Hallo
Es gibt in Deutschland sehr viele Menschen, die mit Patriotismus à la „wir sind die Tollsten“ nicht viel anfangen können - immerhin hat Deutschland eine komplette Bruchlandung mit diesem Sujet hingelegt. Diese Erfahrung fehlt in der Schweiz.
Ausserdem, die AfD und die SVP sind nicht direkt vergleichbar, eher die AfD und die Schweizer Demokraten (SD): grosse Parolen und keinerlei Erfahrung mit dem Regieren und alleinige Fokussierung auf ein einziges Thema. Da ist die SVP doch schon ein bisschen vielschichtiger.

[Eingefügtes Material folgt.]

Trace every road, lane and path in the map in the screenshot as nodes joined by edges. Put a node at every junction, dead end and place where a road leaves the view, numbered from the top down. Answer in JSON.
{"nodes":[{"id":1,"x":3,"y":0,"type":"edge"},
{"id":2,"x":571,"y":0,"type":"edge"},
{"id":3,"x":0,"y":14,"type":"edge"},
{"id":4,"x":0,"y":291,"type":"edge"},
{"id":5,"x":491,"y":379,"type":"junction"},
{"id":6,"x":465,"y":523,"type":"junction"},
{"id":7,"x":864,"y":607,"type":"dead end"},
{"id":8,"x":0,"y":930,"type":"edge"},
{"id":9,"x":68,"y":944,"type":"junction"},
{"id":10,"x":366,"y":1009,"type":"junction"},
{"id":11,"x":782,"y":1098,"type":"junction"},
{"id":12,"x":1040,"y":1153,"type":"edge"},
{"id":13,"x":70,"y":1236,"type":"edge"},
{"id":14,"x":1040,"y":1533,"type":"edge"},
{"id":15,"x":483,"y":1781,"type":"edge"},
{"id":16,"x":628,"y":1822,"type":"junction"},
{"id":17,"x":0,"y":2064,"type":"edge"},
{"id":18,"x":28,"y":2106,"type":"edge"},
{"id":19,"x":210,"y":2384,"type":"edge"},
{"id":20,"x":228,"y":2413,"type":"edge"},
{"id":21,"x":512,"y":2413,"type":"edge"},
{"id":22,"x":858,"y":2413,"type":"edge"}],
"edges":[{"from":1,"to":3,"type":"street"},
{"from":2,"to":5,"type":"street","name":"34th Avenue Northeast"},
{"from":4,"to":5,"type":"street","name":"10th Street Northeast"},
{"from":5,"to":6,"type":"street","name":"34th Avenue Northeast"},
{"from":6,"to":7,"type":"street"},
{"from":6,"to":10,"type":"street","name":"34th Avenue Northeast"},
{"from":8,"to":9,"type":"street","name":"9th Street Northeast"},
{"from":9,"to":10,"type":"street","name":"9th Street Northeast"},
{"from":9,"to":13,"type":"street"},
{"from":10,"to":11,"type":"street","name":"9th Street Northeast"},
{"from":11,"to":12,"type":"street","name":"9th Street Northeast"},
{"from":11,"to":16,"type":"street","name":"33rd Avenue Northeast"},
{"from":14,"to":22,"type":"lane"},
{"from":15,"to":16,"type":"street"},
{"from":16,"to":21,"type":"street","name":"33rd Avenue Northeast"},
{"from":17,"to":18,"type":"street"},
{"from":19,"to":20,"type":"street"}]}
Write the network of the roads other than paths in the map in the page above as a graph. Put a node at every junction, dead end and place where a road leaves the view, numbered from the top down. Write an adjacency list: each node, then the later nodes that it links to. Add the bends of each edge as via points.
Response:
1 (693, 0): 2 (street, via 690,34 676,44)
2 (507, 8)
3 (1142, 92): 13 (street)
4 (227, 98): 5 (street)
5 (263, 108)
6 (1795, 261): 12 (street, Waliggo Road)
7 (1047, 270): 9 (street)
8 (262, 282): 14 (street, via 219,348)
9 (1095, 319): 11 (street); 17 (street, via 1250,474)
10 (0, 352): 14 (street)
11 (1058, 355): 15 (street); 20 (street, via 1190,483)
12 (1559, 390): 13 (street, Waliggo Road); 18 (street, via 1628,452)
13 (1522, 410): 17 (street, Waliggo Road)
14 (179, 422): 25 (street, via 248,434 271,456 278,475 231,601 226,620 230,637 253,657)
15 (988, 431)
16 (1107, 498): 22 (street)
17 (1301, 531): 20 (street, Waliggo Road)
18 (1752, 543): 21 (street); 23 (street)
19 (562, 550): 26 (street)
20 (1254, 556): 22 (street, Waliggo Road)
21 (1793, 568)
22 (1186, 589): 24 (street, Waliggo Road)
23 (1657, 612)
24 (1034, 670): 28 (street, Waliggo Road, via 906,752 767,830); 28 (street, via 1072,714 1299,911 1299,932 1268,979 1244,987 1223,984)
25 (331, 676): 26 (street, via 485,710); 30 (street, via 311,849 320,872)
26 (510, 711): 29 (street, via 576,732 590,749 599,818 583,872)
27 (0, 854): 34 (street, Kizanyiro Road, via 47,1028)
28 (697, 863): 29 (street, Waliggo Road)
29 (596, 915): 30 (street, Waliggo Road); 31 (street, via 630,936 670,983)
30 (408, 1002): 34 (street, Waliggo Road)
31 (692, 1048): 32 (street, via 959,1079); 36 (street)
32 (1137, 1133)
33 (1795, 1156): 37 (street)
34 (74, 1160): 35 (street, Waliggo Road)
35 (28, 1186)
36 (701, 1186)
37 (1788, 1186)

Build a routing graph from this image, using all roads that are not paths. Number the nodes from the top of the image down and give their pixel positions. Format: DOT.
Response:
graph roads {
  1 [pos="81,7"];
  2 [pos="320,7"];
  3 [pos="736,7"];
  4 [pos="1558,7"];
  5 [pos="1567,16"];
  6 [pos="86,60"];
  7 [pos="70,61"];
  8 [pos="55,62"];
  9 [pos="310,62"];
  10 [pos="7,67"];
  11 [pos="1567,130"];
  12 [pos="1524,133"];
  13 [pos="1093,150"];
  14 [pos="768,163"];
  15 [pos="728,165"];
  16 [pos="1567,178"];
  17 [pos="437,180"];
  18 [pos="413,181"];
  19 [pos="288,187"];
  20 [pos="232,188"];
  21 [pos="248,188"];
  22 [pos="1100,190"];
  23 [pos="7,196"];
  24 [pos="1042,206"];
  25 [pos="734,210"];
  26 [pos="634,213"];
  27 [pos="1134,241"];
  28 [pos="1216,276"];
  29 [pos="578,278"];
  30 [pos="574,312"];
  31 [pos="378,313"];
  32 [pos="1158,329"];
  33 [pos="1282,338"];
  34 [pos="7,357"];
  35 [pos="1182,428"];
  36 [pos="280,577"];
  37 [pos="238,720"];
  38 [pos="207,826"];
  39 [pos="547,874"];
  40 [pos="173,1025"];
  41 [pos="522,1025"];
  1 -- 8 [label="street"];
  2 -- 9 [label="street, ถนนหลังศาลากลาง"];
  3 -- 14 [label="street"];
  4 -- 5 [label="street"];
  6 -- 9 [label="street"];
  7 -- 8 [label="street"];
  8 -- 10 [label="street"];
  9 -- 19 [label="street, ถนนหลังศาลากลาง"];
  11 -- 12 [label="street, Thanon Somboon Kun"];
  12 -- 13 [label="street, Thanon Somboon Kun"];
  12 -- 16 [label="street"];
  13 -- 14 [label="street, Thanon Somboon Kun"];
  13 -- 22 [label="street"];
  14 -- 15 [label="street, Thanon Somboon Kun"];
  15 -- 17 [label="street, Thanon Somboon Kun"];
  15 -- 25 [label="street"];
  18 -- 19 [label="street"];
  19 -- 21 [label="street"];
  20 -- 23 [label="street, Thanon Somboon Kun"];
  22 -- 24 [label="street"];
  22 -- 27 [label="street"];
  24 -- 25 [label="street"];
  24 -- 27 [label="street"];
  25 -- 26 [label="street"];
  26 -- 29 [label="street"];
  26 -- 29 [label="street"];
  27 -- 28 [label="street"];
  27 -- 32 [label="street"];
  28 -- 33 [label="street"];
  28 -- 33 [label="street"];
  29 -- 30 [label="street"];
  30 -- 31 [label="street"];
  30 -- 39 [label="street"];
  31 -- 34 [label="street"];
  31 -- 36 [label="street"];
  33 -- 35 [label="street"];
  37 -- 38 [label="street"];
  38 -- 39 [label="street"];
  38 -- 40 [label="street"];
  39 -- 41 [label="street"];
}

Die SVP ist eine alte Partei (ursprünglich eine reine Bauernpartei aus den protestantischen Gebieten der deutschsprachigen Schweiz - da gibt es also einen alten Wählerbestand) und noch immer wählen überwiegend auf dem Land lebende Menschen aus den deutschsprachigen Regionen die SVP, in den Städten hat sie es schwerer.
Die SVP schützt die schweizer Bauern und das ländliche Umfeld, wo sie nur kann und arbeitet insgesamt sehr stark mit einem stark romantisierten Heimatbild (Bergromantik, eine ausgeprägte Geschichtstümelei, kleines Land, dass von der bösen EU bedroht wird), das in Deutschland so gar nicht möglich ist.
Städte und Stadtbewohner kommen im traditionellen SVP-Bild nicht vor, Akademiker übrigens auch nicht.
Der SVP gelingt merkwürdigerweise der Spagat, auch die KMU an sich zu binden und zb sich gegen weitere Arbeitnehmer- und Verbraucherrechte und sonstige Regulierung der Wirtschaft einzusetzen (solange die Grenzen zu bleiben für Importe und ausländische Mitarbeiter) und ist selbstverständlich für mehr Strassen, billigeres Benzin und weniger Verkehrskontrollen.
Die SVP hat es die letzten Jahre gut verstanden, ihre Anhänger zu erziehen und kann somit nach und nach immer radikalere Forderungen stellen. Mit dem alten Christoph Blocher hat sie auch ein äusserst charismatisches Zugpferd und der der Nachfolger (Toni Brunner) scheint auch recht beliebt zu sein - ein schenkelklopfender Witzbold, der somit „nah am Volk“ ist - etwas, dass keine andere Partei zu bieten hat.
Die Partei hat zusätzlich zu diesen Punkten auch sehr viel Geld für Kampagnen - in manchen Gegenden hängen fast ausschliesslich SVP-Plakate. Ausserdem haben nahestehende Personen (Zb Tito Tettamanti - ein Millionär und Wirtschaftsliberaler) bereits mehrere Zeitungen gekauft, deren Redaktionen ausgewechselt wurden und somit zu Sprachrohren der Partei umfunktioniert wurden - wer sich nicht genug empört und das Abo kündigt wird nach und nach mit dem Stil und den Meinungen vertraut - eine Berlusconisierung der Medien nenne ich das.
Die AfD ist im Vergleich nichts als ein kleiner Haufen „empörter Bürger“.